“You should wear that when you’re doing your rain dance,” said Lisette.
“You mean when I’m dancing for a living?” said Björn.
He put the mask on and began dancing in front of them.
Sarah couldn’t help laughing. My little Einstein. Lisette looked at her again, watching her reaction. How long could they go on like this without saying anything to each other? Maybe this was what people did when they were on their best behavior for the sake of the children. One held one’s tongue and stayed on the safe side. If they refrained from saying anything, they wouldn’t wound each other. Even though neither of them had moved since Lisette sat down, it seemed as though she were coming closer and closer. Sarah thought she could feel vibrations coming off her. They were stirring up something in Sarah. If she didn’t leave soon, they’d be sitting here until school was over for the day. And what would happen then?

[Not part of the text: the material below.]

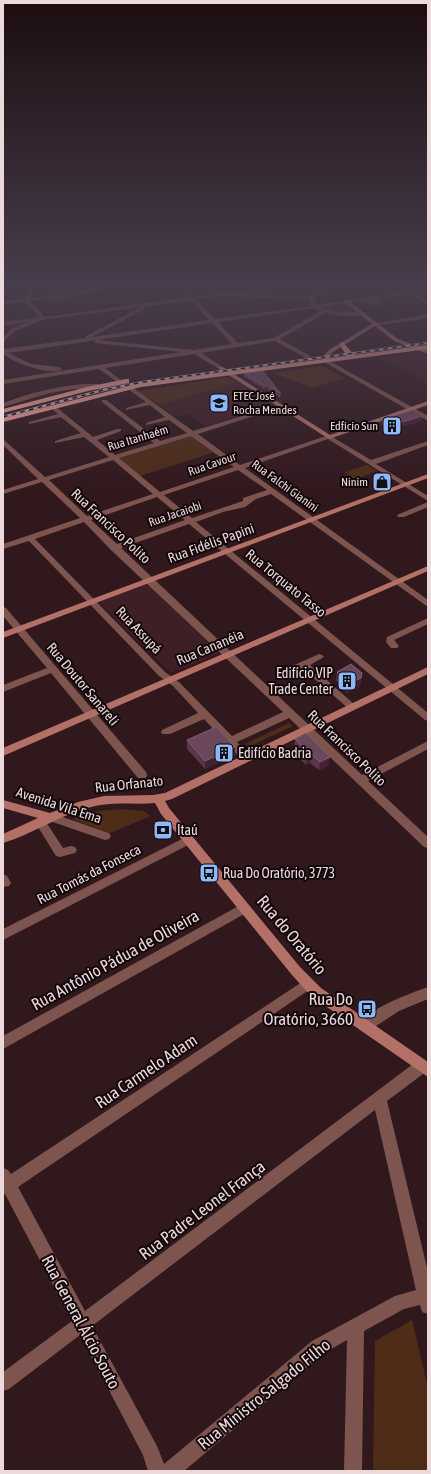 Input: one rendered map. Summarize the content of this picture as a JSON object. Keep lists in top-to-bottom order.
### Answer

“I’d like the check, please,” said Sarah, trying to get the waiter’s attention.
“You all go ahead and go,” said Lisette. “I’ll take care of this.”
“No, I’ll pay. You’ve just drunk water.”
“Please. I want to pay.”
Sarah realized she’d been thinking about it the wrong way. In this instance, it wasn’t about who had the most money.
“Thanks,” she said. “The things you got the children are really nice.”
Lisette looked from the children to her.
“Thanks for letting me see them.”
“How long will you be in Sweden?”
“I’m going back in two weeks. I’d like to see you all again.”
Sarah pointed at her watch and Lisette stood up. She helped the children put their presents back in their cloth bags.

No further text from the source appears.